To find the electrostatic potential energy (U) of two electrons separated by a distance of 3.0 Å in vacuum, we can use the formula for electrostatic potential energy:
\[
U = \frac{k \cdot q_1 \cdot q_2}{r}
\]
where:
- \( U \) is the electrostatic potential energy,
- \( k \) is Coulomb's constant, approximately \( 9 \times 10^9 \, \text{N m}^2/\text{C}^2 \),
- \( q_1 \) and \( q_2 \) are the charges of the electrons (both are equal to the elementary charge, \( e = 1.6 \times 10^{-19} \, \text{C} \)),
- \( r \) is the distance between the charges.
### Step 1: Identify the values
- Charge of an electron, \( q_1 = q_2 = -1.6 \times 10^{-19} \, \text{C} \)
- Distance, \( r = 3.0 \, \text{Å} = 3.0 \times 10^{-10} \, \text{m} \)
- Coulomb's constant, \( k = 9 \times 10^9 \, \text{N m}^2/\text{C}^2 \)

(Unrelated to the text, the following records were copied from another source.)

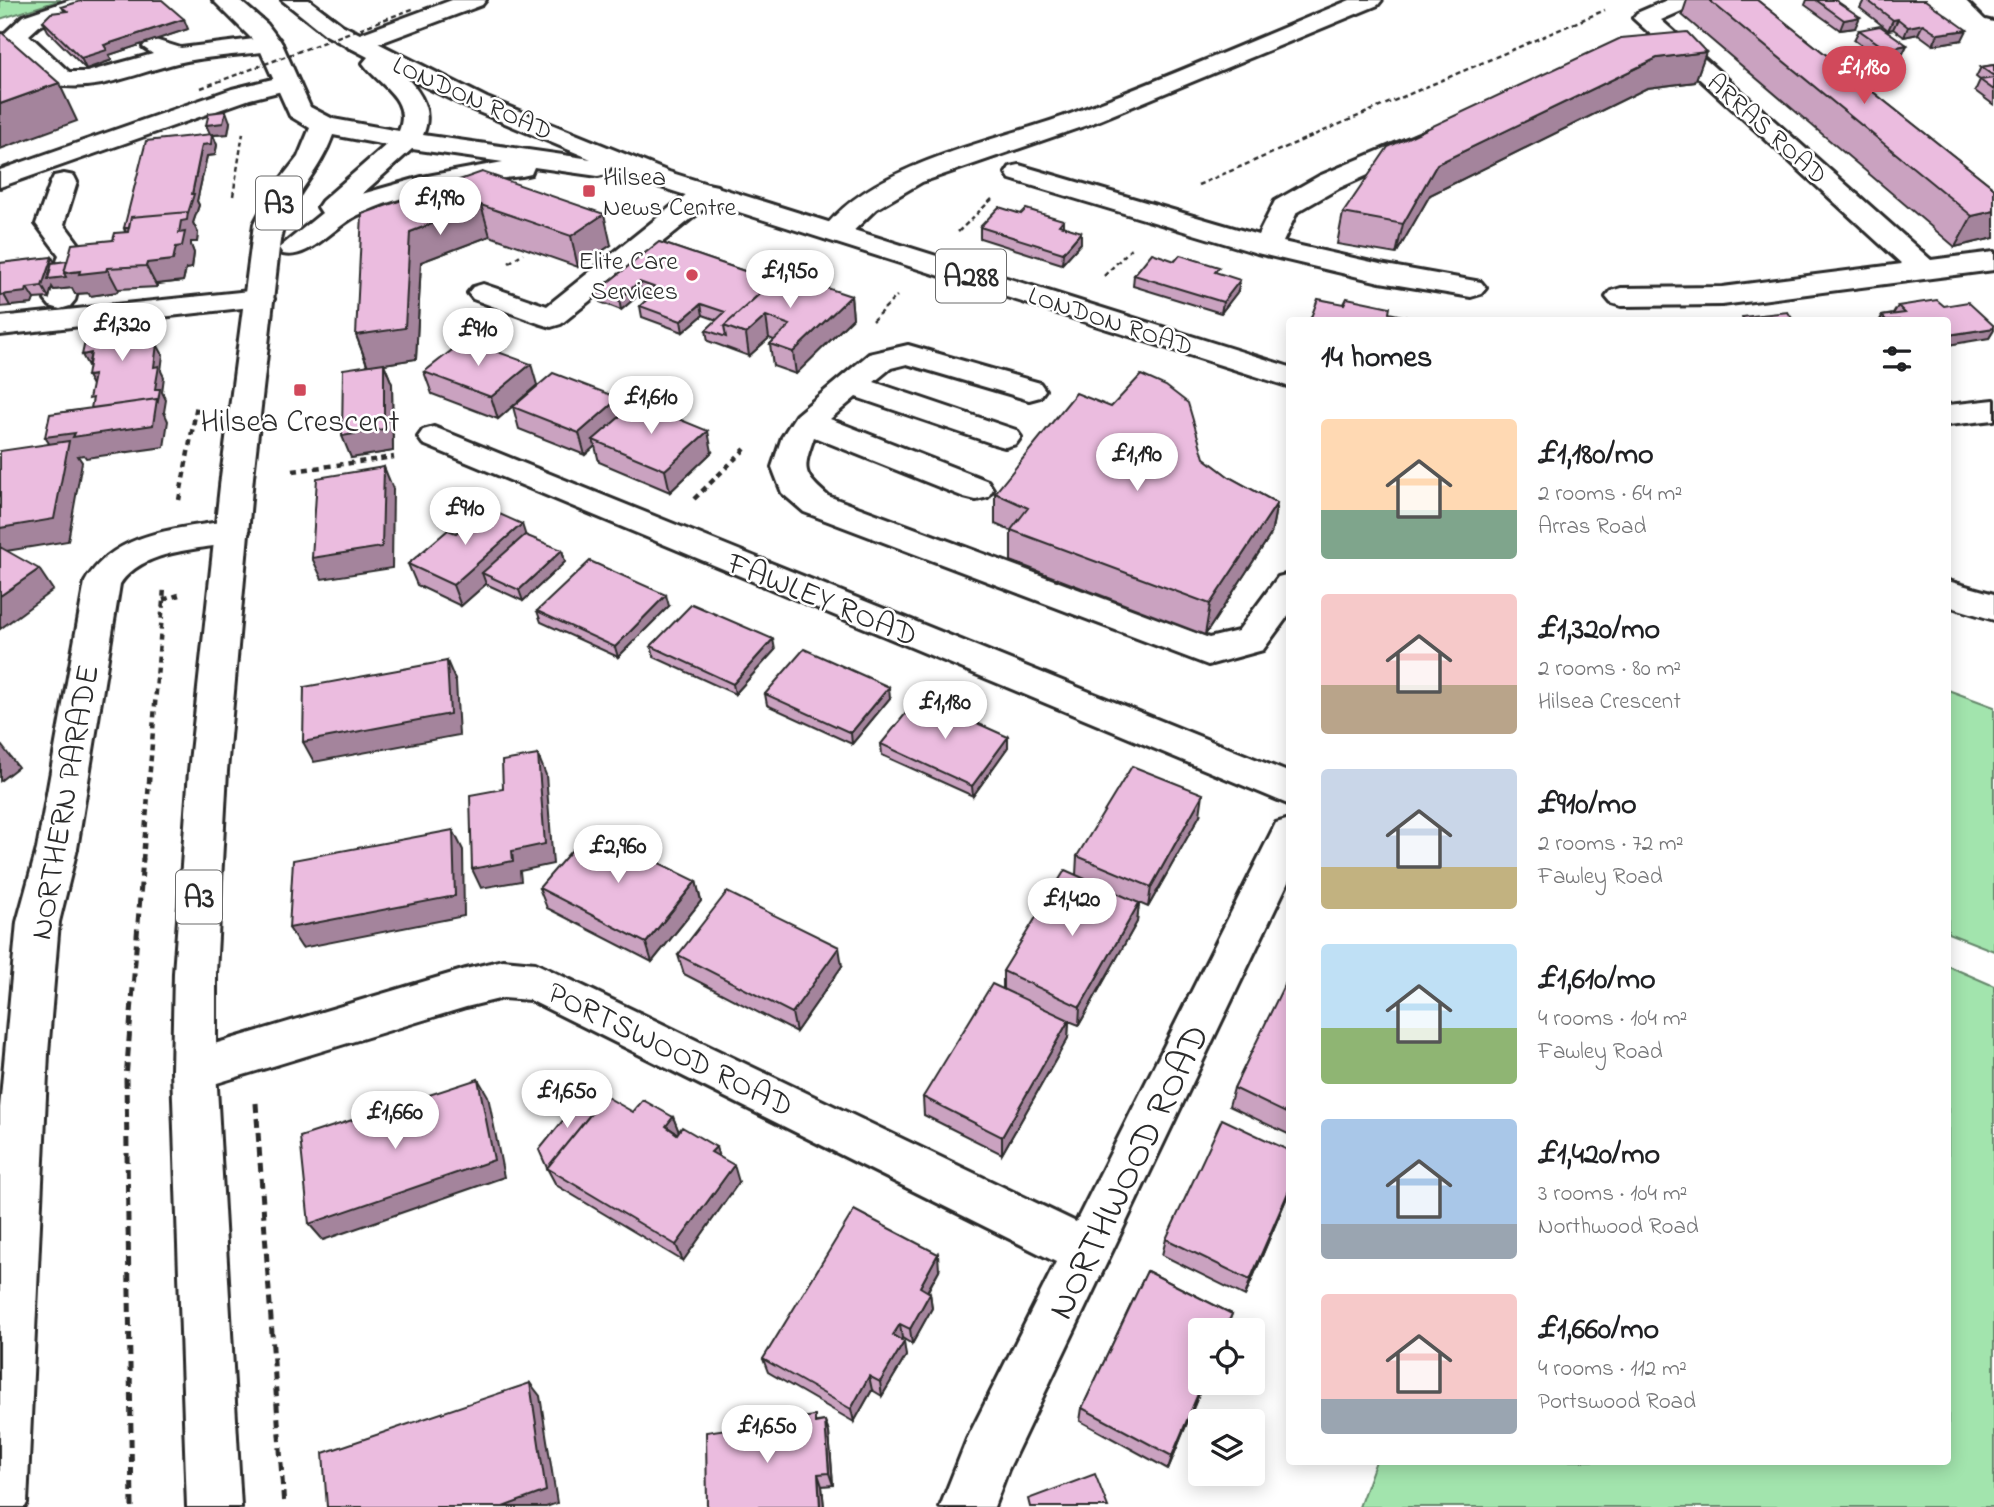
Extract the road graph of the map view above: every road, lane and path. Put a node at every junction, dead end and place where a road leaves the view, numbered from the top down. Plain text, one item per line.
1 (225, 0) edge
2 (294, 0) edge
3 (474, 0) edge
4 (1370, 0) edge
5 (1687, 0) edge
6 (1981, 0) edge
7 (102, 2) edge
8 (1616, 5) dead end
9 (415, 8) dead end
10 (1994, 12) edge
11 (334, 30) junction
12 (1663, 34) junction
13 (148, 42) edge
14 (358, 43) junction
15 (270, 44) junction
16 (1638, 45) edge
17 (179, 55) junction
18 (285, 83) junction
19 (201, 88) dead end
20 (324, 125) junction
21 (1452, 127) edge
22 (408, 139) junction
23 (1018, 173) joint
24 (660, 178) junction
25 (0, 179) edge
26 (64, 182) dead end
27 (1192, 187) dead end
28 (706, 192) junction
29 (835, 233) junction
30 (954, 236) dead end
31 (1267, 247) junction
32 (293, 248) junction
33 (523, 253) edge
34 (1994, 261) edge
35 (501, 268) dead end
36 (1925, 270) junction
37 (1471, 288) dead end
38 (483, 293) dead end
39 (260, 295) junction
40 (1621, 297) dead end
41 (55, 318) junction
42 (471, 323) dead end
43 (0, 326) edge
44 (453, 354) edge
45 (1286, 376) edge
46 (850, 384) junction
47 (1029, 390) dead end
48 (1994, 410) edge
49 (1951, 415) edge
50 (807, 422) junction
51 (434, 437) dead end
52 (1005, 438) dead end
53 (399, 457) dead end
54 (293, 471) dead end
55 (976, 489) dead end
56 (232, 532) junction
57 (228, 581) junction
58 (1286, 592) edge
59 (1951, 594) edge
60 (163, 600) dead end
61 (1994, 607) edge
62 (1286, 788) edge
63 (1286, 843) edge
64 (253, 1053) junction
65 (194, 1070) junction
66 (1087, 1252) junction
67 (0, 1503) edge
68 (214, 1507) edge
69 (284, 1507) edge
70 (967, 1507) edge

1 - 15 main road, LONDON ROAD
2 - 11 main road, LONDON ROAD
3 - 14 main road
4 - 29 main road
5 - 12 main road, ARRAS ROAD
6 - 10 main road
7 - 17 main road
8 - 27 path
9 - 19 path, bridge
11 - 14 main road, LONDON ROAD
11 - 22 main road
12 - 16 main road
12 - 36 main road, ARRAS ROAD
13 - 17 main road
14 - 24 main road, LONDON ROAD
15 - 17 main road
15 - 18 main road, LONDON ROAD
18 - 20 main road, LONDON ROAD
18 - 25 main road
20 - 22 main road, LONDON ROAD
20 - 39 main road, A3
21 - 31 main road
22 - 24 main road, LONDON ROAD
22 - 32 main road, A3
23 - 30 path
23 - 31 main road
24 - 28 main road, LONDON ROAD / A288
24 - 32 main road, LONDON ROAD
26 - 41 main road
28 - 29 main road, LONDON ROAD / A288
28 - 38 main road
29 - 45 main road, LONDON ROAD / A288
31 - 37 main road
32 - 39 main road, A3
33 - 35 path
34 - 36 main road
36 - 40 main road
39 - 41 main road
39 - 56 main road, A3
41 - 43 main road
42 - 44 path
46 - 47 main road
46 - 50 main road
46 - 52 main road
48 - 49 main road
50 - 55 main road
50 - 58 main road
51 - 62 main road, FAWLEY ROAD
53 - 54 path
56 - 57 main road, A3
56 - 67 main road, NORTHERN PARADE
57 - 60 path
57 - 65 main road, A3
59 - 61 main road
63 - 66 main road, NORTHWOOD ROAD
64 - 65 main road, PORTSWOOD ROAD
64 - 66 main road, PORTSWOOD ROAD
64 - 69 path
65 - 68 main road, A3
66 - 70 main road, NORTHWOOD ROAD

### Step 2: Substitute the values into the formula
Substituting the values into the formula:
\[
U = \frac{(9 \times 10^9) \cdot (-1.6 \times 10^{-19}) \cdot (-1.6 \times 10^{-19})}{3.0 \times 10^{-10}}
\]
### Step 3: Calculate the numerator
Calculating the numerator:
\[
(9 \times 10^9) \cdot (1.6 \times 10^{-19}) \cdot (1.6 \times 10^{-19}) = 9 \times 10^9 \cdot 2.56 \times 10^{-38} = 23.04 \times 10^{-29}
\]
### Step 4: Calculate the potential energy
Now substituting back into the equation:
\[
U = \frac{23.04 \times 10^{-29}}{3.0 \times 10^{-10}} = 7.68 \times 10^{-19} \, \text{J}
\]
### Step 5: Convert to electron volts
To convert joules to electron volts, we use the conversion factor \( 1 \, \text{eV} = 1.6 \times 10^{-19} \, \text{J} \):
\[
\text{Energy in eV} = \frac{7.68 \times 10^{-19}}{1.6 \times 10^{-19}} = 4.8 \, \text{eV}
\]
### Final Answer
Thus, the electrostatic potential energy of two electrons separated by 3.0 Å in vacuum is:
- In joules: \( 7.68 \times 10^{-19} \, \text{J} \)
- In electron volts: \( 4.8 \, \text{eV} \)